== About this task ==
Draw out every line with the word "Dongdajie" from the listing below.

== Raw data ==

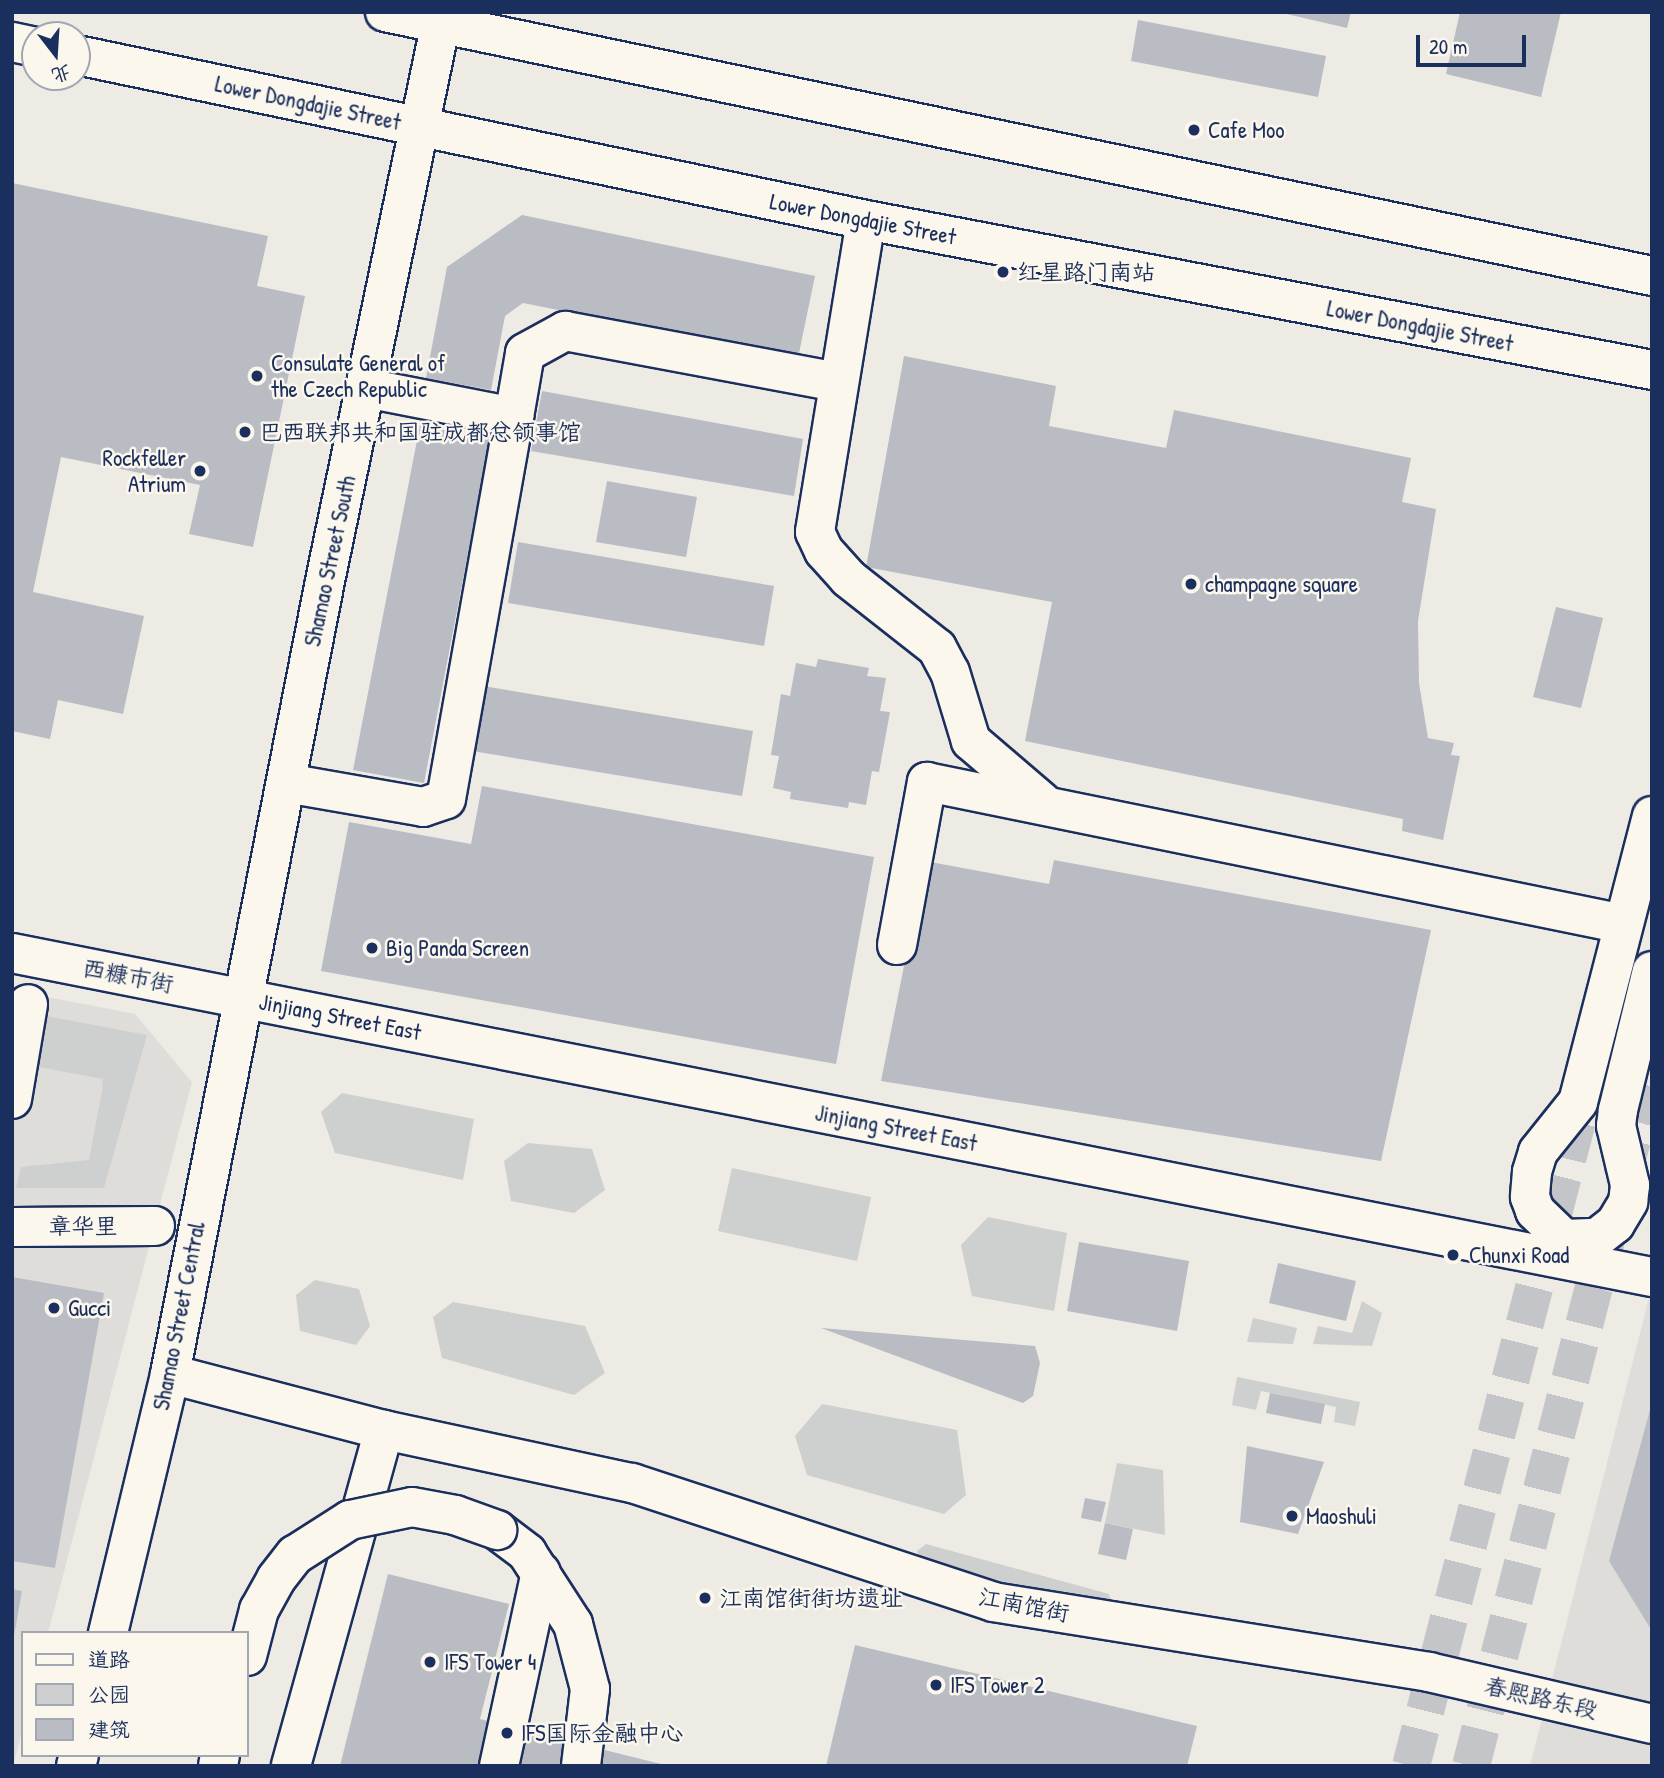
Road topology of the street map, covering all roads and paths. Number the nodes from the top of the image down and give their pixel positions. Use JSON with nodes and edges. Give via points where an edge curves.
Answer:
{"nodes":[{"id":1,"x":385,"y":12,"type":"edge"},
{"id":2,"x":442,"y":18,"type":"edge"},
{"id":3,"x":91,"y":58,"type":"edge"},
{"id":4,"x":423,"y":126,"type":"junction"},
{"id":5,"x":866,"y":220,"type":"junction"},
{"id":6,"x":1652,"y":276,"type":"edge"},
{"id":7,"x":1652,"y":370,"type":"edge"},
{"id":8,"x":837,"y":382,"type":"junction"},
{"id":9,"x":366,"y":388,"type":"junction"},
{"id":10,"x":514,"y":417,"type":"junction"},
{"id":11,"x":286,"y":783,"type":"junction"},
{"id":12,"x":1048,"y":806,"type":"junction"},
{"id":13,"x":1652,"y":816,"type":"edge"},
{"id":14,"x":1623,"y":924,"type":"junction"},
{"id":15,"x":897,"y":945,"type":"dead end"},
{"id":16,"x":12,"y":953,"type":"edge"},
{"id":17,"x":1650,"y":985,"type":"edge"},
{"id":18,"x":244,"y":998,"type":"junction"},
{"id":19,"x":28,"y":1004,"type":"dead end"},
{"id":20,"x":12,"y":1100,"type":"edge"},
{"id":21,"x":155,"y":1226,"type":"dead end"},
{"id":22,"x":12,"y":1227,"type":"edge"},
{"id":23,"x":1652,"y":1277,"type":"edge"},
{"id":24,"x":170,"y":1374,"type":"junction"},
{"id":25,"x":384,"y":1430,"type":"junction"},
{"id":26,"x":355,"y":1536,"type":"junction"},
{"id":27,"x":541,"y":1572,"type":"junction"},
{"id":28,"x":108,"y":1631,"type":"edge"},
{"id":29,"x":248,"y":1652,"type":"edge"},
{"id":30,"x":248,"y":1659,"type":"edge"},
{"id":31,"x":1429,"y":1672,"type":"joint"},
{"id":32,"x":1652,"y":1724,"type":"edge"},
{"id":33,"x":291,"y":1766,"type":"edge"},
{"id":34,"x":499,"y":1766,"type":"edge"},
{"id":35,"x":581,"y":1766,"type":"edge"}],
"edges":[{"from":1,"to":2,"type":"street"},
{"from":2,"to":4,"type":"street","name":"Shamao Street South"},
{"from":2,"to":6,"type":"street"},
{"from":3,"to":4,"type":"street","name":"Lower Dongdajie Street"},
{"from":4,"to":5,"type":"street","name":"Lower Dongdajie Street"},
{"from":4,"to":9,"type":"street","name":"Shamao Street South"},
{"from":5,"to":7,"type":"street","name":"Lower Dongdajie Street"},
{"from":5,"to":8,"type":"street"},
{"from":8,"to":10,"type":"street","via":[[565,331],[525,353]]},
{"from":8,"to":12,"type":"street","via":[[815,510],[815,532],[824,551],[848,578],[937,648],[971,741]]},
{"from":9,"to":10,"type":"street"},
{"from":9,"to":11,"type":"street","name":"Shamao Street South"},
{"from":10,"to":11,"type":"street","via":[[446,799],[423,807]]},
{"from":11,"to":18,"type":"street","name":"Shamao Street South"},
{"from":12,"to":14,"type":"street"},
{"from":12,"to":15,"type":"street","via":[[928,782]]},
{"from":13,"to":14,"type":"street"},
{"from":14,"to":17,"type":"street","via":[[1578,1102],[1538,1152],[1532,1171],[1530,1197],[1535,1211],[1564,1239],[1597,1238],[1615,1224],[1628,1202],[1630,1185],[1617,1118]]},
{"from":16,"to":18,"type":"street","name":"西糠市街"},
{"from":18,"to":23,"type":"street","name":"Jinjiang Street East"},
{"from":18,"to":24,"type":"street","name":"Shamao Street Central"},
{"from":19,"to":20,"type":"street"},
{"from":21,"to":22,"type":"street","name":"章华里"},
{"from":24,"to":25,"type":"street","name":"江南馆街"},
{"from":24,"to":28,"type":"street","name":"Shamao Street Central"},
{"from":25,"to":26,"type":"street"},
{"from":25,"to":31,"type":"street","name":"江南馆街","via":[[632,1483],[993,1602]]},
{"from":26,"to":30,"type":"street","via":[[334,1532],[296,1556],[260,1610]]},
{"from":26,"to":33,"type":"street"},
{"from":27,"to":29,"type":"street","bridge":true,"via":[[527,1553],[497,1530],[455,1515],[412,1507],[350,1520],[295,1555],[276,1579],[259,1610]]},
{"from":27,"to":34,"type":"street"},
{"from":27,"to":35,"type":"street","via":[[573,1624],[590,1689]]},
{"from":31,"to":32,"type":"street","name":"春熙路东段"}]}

== Solution for this problem ==
{"from":3,"to":4,"type":"street","name":"Lower Dongdajie Street"},
{"from":4,"to":5,"type":"street","name":"Lower Dongdajie Street"},
{"from":5,"to":7,"type":"street","name":"Lower Dongdajie Street"},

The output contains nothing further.